START Supplied material

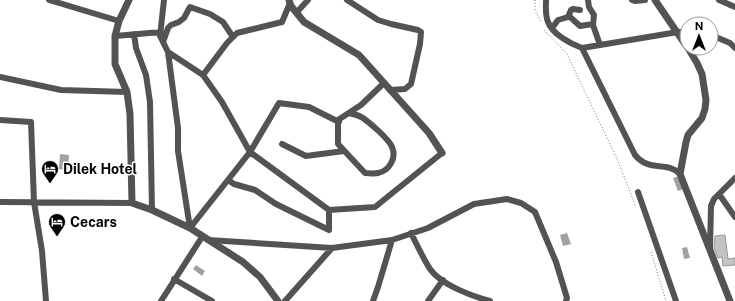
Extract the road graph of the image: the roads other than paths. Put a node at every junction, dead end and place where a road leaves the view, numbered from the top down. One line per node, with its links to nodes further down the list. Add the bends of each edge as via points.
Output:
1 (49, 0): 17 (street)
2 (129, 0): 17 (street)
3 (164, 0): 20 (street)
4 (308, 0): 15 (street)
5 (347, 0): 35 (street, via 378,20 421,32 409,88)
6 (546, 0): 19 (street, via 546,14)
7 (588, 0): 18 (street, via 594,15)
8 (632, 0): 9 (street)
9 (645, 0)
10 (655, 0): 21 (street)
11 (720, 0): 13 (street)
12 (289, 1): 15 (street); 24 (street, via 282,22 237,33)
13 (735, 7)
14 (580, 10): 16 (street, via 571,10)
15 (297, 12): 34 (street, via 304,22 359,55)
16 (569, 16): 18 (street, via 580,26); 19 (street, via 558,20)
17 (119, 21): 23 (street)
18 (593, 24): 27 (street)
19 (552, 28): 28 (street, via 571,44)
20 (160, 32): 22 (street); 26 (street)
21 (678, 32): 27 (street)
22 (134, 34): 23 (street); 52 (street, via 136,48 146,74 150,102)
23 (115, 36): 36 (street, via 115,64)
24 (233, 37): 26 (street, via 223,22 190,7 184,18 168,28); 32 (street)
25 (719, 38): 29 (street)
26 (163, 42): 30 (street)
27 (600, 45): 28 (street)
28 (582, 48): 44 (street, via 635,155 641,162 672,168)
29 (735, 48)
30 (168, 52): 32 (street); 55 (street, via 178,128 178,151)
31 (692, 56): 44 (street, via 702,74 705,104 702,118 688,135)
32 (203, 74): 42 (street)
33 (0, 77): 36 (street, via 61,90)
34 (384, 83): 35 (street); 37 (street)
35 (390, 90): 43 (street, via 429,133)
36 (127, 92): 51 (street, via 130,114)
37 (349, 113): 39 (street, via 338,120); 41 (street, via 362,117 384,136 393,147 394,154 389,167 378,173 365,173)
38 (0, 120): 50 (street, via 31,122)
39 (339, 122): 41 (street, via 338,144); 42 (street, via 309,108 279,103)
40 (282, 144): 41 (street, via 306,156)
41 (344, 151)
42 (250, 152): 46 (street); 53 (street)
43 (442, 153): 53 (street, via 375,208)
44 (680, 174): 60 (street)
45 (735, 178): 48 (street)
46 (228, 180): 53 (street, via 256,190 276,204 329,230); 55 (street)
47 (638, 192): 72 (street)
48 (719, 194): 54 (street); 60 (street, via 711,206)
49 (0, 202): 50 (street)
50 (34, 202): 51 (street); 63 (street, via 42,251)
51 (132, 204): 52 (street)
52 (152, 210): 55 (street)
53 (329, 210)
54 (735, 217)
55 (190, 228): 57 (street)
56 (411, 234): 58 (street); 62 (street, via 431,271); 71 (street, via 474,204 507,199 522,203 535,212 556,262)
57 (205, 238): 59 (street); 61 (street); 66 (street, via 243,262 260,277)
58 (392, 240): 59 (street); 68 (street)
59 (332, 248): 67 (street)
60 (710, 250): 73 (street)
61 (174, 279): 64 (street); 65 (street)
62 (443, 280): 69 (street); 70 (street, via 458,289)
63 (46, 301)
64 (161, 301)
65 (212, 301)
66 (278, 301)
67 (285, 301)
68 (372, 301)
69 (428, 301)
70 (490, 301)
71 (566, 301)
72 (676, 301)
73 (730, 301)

END Supplied material
START Supplied material

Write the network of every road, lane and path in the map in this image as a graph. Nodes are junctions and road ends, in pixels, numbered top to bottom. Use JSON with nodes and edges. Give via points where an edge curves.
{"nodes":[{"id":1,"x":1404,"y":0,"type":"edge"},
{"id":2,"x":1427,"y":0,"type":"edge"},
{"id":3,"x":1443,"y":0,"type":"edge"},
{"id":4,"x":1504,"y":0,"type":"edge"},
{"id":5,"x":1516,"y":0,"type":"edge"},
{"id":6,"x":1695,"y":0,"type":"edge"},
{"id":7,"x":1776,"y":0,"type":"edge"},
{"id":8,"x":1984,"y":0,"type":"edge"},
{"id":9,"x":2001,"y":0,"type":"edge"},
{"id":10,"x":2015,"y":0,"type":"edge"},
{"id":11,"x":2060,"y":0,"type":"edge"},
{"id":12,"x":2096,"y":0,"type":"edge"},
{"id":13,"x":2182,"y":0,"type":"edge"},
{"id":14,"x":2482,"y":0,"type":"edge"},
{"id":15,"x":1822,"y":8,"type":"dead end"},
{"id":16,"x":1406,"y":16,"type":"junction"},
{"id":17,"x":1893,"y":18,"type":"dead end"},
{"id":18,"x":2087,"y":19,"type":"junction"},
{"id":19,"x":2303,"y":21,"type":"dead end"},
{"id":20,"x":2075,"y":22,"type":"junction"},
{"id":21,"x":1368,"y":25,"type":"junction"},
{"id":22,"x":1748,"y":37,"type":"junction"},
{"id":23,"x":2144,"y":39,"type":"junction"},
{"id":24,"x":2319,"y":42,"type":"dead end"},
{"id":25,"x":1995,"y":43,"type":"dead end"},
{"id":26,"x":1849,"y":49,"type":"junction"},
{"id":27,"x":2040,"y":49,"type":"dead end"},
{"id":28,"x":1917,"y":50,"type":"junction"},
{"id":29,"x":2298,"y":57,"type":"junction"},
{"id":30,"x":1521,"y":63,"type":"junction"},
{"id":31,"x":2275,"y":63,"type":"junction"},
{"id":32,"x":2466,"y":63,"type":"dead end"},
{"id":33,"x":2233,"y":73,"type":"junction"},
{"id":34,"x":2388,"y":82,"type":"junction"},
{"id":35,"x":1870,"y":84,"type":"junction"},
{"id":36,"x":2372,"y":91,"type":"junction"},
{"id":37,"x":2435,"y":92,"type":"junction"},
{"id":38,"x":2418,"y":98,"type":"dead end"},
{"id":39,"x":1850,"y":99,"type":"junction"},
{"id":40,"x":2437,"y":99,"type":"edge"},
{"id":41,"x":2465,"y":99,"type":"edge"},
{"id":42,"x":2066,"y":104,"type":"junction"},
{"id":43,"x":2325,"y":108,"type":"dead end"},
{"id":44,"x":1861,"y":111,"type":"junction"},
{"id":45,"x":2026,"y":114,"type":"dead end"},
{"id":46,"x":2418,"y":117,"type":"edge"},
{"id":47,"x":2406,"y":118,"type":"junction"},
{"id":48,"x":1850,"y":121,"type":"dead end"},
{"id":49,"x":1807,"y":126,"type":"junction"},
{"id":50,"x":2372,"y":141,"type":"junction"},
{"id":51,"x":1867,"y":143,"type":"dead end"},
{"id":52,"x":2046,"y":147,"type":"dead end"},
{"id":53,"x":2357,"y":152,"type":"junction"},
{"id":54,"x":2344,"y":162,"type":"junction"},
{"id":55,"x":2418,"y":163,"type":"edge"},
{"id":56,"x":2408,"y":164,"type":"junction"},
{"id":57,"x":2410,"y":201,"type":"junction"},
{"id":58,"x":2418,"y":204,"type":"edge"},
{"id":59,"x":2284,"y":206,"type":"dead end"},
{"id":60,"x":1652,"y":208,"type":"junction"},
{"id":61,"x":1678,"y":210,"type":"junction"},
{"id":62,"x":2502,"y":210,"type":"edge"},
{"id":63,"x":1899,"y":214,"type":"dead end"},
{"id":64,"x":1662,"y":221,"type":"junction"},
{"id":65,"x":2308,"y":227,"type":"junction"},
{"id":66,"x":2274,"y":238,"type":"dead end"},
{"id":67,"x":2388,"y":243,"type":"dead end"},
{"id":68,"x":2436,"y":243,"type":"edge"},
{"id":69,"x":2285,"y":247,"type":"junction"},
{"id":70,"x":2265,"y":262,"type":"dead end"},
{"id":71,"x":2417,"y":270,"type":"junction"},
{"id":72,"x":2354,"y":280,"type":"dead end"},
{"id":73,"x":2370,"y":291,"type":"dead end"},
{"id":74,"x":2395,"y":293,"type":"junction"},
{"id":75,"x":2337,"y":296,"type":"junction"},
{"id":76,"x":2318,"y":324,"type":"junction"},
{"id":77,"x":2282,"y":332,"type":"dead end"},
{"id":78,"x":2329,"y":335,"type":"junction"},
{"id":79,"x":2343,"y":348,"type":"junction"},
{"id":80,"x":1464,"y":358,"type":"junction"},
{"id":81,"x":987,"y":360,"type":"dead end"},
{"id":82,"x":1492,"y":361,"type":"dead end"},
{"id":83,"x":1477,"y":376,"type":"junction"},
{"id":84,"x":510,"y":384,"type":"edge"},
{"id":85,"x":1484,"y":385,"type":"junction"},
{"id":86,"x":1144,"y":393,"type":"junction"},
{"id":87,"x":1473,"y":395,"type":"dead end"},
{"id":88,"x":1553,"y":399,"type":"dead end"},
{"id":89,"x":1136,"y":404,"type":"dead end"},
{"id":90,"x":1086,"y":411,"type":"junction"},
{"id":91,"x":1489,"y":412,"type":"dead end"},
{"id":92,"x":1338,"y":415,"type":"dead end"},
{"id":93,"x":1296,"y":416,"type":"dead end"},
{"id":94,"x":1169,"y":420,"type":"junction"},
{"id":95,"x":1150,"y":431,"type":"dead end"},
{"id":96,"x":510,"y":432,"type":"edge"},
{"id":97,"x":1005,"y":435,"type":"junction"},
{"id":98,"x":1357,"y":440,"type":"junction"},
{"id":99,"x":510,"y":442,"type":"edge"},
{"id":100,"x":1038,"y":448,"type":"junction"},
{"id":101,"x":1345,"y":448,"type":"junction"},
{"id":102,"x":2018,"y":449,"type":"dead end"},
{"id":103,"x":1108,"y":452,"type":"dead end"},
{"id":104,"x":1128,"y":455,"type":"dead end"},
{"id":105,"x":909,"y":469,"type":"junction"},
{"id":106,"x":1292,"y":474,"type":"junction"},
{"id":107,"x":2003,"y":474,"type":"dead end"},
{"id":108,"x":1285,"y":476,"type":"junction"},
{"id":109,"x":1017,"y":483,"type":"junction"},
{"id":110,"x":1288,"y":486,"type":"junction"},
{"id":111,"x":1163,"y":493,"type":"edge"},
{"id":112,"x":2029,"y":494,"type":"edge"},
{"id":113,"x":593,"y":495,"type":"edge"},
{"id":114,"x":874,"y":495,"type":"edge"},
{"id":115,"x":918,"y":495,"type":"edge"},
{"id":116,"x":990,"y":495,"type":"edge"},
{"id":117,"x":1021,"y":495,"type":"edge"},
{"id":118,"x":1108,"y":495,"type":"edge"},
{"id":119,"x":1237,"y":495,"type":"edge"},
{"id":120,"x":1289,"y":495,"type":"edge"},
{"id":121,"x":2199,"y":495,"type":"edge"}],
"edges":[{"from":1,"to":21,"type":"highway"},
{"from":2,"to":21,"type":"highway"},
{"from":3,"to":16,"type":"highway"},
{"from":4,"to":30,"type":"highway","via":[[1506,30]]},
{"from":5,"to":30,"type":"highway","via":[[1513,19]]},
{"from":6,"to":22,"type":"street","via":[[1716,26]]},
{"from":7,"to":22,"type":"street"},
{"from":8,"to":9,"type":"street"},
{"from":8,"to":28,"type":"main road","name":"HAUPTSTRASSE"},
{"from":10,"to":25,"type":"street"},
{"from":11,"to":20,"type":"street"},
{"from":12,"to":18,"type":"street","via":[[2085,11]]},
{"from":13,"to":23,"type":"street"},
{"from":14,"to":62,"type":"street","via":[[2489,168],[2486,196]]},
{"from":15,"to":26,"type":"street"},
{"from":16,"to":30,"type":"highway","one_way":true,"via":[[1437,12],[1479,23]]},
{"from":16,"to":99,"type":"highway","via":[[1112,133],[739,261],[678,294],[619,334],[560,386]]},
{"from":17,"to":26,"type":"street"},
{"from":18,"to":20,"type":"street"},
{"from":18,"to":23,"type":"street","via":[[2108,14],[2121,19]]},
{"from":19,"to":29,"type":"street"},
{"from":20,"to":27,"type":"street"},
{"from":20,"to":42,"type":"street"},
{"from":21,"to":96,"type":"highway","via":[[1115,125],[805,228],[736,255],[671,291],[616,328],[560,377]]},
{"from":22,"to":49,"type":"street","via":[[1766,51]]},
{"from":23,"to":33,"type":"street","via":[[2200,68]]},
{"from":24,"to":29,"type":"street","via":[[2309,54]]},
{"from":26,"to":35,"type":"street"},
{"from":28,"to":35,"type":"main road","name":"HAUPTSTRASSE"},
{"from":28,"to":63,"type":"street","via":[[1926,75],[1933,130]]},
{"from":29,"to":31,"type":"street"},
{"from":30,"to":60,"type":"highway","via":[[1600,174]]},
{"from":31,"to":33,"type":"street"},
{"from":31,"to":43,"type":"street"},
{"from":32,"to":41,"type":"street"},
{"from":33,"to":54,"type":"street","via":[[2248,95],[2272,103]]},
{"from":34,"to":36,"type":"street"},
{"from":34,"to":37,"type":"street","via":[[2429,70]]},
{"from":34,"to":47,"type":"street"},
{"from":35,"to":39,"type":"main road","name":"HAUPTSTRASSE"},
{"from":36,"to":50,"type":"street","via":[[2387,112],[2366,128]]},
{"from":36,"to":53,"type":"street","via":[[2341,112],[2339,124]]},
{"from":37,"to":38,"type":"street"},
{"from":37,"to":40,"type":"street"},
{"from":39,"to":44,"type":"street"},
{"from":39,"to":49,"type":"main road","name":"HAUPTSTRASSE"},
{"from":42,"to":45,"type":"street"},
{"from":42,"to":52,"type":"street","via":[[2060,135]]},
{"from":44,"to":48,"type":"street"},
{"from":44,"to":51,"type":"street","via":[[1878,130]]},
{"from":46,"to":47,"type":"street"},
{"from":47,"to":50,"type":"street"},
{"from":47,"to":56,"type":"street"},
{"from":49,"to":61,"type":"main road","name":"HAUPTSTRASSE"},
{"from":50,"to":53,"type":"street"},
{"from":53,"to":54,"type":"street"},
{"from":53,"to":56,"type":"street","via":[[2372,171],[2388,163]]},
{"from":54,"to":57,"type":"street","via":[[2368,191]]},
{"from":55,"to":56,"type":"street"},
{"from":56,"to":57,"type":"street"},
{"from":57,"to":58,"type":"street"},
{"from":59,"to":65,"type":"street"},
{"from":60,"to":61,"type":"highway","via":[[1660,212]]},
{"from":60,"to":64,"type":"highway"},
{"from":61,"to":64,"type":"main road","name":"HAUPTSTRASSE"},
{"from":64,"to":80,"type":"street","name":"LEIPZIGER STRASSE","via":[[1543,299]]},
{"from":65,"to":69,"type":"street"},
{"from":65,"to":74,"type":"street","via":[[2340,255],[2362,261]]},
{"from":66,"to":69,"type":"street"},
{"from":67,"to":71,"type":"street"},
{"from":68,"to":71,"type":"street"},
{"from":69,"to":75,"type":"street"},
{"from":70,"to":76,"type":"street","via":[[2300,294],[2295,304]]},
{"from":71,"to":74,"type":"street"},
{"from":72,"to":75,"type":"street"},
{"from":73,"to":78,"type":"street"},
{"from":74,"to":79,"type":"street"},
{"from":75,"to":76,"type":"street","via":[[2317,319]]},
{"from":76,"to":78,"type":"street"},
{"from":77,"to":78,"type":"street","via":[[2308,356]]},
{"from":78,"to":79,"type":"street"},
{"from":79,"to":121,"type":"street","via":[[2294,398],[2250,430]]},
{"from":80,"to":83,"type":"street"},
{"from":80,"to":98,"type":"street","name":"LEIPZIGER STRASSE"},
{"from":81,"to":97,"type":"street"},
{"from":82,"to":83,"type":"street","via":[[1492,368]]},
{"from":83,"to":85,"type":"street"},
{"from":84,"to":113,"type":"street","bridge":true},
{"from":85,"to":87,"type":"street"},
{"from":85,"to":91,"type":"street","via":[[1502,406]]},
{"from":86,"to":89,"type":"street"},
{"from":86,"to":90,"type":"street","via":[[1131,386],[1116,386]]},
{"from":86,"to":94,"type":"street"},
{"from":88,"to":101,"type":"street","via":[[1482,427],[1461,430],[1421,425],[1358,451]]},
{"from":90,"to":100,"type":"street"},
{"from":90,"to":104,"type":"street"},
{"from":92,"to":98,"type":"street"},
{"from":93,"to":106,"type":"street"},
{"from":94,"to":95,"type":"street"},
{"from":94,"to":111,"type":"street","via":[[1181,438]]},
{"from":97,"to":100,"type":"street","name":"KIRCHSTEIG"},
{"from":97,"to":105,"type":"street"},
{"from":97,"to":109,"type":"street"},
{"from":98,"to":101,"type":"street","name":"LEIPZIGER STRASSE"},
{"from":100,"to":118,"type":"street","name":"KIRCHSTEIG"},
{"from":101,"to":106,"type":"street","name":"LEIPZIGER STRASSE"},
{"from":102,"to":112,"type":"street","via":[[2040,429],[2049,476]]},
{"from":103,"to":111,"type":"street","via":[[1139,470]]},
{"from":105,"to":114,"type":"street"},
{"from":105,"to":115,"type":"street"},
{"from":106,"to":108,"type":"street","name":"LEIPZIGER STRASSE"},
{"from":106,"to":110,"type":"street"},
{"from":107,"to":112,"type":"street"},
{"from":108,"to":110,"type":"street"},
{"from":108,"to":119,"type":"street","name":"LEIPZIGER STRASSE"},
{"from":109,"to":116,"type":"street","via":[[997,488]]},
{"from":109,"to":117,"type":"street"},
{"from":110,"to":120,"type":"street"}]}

END Supplied material
START Supplied material

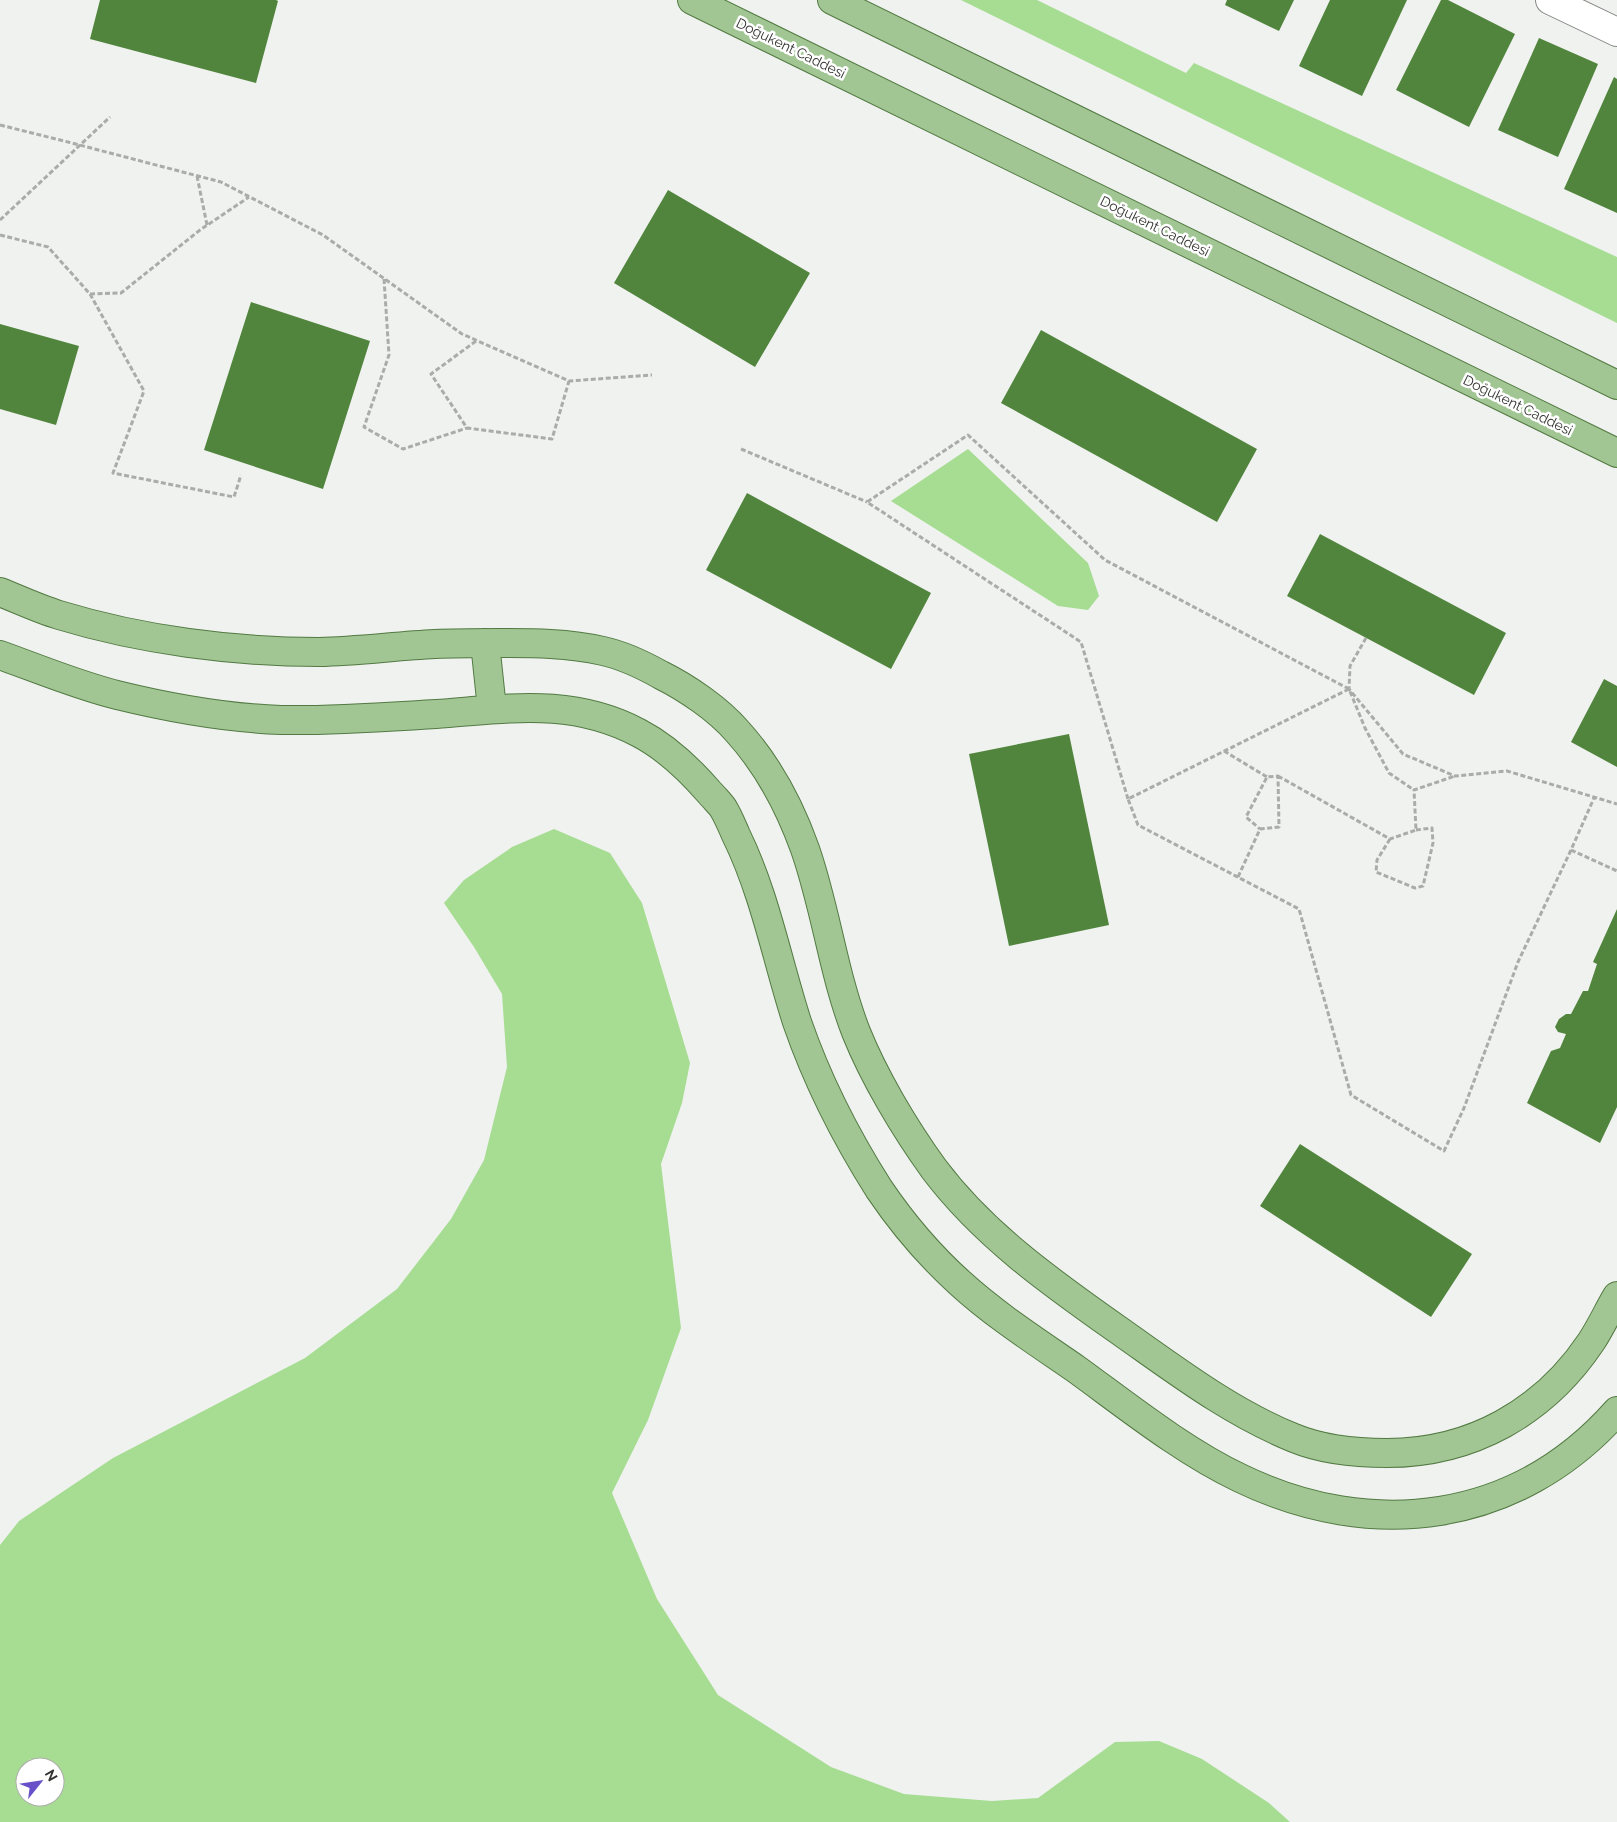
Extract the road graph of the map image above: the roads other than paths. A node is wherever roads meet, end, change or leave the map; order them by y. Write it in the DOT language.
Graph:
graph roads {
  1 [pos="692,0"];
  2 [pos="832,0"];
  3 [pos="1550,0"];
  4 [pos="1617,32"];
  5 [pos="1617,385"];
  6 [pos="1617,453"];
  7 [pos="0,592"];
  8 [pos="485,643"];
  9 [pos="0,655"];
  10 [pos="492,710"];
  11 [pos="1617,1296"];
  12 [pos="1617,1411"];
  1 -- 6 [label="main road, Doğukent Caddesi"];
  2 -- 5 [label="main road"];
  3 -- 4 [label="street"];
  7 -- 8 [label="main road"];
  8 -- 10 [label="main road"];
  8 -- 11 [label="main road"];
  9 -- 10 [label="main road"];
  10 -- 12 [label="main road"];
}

END Supplied material

Scan the records for the word "Extract". Copy each line where it turns up.

*Finished exercise*.
Extract the road graph of the image: the roads other than paths. Put a node at every junction, dead end and place where a road leaves the view, numbered from the top down. One line per node, with its links to nodes further down the list. Add the bends of each edge as via points.
Extract the road graph of the map image above: the roads other than paths. A node is wherever roads meet, end, change or leave the map; order them by y. Write it in the DOT language.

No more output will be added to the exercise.